====== Working data

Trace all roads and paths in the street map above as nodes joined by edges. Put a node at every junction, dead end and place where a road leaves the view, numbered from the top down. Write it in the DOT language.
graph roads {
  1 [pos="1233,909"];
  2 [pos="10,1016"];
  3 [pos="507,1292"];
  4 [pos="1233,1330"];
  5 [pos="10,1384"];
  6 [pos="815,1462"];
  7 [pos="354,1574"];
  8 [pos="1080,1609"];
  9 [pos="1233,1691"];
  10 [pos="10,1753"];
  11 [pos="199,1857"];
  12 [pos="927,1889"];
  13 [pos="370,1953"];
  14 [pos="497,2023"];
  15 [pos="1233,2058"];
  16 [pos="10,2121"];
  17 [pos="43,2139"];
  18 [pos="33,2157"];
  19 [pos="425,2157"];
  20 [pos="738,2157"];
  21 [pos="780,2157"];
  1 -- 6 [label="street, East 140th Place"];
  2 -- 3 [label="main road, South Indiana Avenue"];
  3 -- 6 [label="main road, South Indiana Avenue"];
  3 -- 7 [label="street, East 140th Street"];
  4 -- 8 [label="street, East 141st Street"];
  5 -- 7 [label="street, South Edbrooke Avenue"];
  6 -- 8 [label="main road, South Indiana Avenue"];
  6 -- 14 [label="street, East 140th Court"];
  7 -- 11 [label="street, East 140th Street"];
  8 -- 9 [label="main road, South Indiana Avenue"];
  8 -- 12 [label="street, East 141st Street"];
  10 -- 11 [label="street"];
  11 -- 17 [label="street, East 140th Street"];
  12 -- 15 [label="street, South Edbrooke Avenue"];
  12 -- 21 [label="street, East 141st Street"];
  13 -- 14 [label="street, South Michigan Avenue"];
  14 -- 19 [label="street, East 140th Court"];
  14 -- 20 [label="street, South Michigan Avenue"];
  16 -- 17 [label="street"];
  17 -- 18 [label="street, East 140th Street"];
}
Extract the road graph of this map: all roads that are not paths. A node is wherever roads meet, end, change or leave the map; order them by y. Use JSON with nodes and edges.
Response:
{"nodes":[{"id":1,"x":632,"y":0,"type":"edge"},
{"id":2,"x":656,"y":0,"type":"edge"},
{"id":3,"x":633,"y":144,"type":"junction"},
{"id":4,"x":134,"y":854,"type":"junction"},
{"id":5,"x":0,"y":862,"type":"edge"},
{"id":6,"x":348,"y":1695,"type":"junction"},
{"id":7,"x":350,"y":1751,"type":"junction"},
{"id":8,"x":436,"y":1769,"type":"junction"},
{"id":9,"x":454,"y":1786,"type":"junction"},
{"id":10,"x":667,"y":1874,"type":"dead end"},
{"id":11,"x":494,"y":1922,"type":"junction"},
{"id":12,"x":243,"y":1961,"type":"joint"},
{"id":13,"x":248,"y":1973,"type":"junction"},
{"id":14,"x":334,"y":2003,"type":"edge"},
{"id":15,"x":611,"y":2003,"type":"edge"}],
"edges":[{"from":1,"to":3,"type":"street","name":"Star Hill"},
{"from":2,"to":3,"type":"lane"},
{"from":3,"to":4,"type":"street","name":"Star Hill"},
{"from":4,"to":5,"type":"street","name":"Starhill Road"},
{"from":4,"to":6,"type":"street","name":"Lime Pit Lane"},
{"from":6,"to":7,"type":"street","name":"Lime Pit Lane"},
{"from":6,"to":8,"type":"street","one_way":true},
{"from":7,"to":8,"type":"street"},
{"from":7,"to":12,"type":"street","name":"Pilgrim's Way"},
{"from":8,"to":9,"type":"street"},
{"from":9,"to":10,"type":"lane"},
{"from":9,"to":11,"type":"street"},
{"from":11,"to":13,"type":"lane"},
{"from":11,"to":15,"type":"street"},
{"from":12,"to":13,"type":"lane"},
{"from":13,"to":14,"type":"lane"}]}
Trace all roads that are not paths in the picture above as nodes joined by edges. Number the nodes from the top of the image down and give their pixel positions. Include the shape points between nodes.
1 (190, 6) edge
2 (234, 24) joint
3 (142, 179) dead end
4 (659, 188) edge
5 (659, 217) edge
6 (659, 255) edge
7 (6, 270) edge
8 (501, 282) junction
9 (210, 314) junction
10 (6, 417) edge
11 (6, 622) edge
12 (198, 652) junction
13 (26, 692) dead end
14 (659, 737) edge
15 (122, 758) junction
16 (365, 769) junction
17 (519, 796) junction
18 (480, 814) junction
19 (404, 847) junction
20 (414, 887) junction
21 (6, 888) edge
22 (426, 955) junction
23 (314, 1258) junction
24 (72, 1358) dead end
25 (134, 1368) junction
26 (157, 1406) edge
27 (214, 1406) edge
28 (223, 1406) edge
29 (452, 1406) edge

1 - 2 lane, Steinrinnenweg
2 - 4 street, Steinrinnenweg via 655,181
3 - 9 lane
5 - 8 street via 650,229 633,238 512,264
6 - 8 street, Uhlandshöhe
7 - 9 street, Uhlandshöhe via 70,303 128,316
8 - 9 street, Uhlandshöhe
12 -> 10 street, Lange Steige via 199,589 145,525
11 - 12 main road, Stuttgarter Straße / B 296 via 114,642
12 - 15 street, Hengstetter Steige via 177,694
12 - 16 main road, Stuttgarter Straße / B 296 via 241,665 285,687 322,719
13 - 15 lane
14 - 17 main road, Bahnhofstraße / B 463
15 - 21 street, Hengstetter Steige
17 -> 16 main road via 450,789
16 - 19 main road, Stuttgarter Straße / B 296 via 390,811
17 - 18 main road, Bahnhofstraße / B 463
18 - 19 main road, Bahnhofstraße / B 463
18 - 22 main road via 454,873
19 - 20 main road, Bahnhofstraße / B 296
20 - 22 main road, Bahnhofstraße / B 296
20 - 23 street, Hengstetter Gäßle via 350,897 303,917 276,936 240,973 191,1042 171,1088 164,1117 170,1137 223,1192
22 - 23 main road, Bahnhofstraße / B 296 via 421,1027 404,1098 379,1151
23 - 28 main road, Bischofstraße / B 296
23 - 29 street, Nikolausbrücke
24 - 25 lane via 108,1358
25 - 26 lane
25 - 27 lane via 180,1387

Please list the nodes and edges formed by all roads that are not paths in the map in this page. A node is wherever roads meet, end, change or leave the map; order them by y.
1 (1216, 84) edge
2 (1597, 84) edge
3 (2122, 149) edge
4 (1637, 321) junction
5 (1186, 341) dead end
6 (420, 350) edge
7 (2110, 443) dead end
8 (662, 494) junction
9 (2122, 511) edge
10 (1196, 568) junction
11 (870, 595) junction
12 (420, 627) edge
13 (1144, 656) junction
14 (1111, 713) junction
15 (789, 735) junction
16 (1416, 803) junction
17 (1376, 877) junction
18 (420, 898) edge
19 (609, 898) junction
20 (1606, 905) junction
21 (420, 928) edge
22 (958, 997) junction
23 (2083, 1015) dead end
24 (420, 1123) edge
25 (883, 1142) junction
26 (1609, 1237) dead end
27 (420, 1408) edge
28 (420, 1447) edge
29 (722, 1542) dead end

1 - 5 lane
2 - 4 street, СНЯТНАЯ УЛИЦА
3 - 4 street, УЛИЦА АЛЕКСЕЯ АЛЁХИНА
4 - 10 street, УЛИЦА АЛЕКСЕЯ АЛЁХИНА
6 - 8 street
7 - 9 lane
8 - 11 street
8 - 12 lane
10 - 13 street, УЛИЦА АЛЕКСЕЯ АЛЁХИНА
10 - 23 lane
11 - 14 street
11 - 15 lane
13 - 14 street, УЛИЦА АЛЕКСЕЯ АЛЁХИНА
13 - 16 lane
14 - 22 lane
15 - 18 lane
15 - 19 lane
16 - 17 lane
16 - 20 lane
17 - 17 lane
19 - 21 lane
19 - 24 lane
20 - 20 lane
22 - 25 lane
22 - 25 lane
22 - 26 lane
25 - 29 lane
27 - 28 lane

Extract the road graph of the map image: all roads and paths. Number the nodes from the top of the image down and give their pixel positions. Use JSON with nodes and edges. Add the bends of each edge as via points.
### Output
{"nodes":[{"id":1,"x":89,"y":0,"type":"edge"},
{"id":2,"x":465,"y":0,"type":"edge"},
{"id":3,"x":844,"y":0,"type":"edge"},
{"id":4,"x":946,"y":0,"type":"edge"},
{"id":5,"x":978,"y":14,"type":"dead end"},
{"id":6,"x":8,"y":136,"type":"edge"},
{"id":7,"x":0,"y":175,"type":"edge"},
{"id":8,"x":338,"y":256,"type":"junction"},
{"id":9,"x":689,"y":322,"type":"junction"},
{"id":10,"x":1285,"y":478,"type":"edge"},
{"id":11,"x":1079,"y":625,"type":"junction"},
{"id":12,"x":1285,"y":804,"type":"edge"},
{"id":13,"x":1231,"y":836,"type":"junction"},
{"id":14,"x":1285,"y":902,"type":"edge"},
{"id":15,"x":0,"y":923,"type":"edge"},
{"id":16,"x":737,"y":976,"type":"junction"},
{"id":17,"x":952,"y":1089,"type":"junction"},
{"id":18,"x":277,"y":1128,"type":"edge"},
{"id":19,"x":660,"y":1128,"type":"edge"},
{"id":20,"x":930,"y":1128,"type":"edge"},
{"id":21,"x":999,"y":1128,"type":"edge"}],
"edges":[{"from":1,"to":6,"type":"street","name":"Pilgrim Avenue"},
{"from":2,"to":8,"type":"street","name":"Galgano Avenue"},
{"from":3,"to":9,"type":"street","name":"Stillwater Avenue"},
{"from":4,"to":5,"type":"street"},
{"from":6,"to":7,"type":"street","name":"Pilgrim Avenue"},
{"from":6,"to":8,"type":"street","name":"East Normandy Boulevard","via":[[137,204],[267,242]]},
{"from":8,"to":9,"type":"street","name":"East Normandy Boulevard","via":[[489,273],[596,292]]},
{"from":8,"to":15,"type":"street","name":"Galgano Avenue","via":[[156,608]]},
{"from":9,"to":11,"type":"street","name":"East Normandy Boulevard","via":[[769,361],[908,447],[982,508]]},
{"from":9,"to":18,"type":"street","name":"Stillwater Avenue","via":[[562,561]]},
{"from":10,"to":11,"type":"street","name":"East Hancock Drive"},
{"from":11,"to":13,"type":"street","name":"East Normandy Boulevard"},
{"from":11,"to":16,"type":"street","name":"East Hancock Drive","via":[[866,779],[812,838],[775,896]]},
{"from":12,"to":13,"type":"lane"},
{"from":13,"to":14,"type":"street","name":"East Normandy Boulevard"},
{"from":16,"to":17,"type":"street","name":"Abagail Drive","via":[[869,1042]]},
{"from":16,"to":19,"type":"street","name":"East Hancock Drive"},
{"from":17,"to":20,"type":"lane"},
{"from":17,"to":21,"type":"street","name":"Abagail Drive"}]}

============

- Exercise description -
Go through the material line by line. Show each line that contains the string "Steige".

- Result of the task -
12 -> 10 street, Lange Steige via 199,589 145,525
12 - 15 street, Hengstetter Steige via 177,694
15 - 21 street, Hengstetter Steige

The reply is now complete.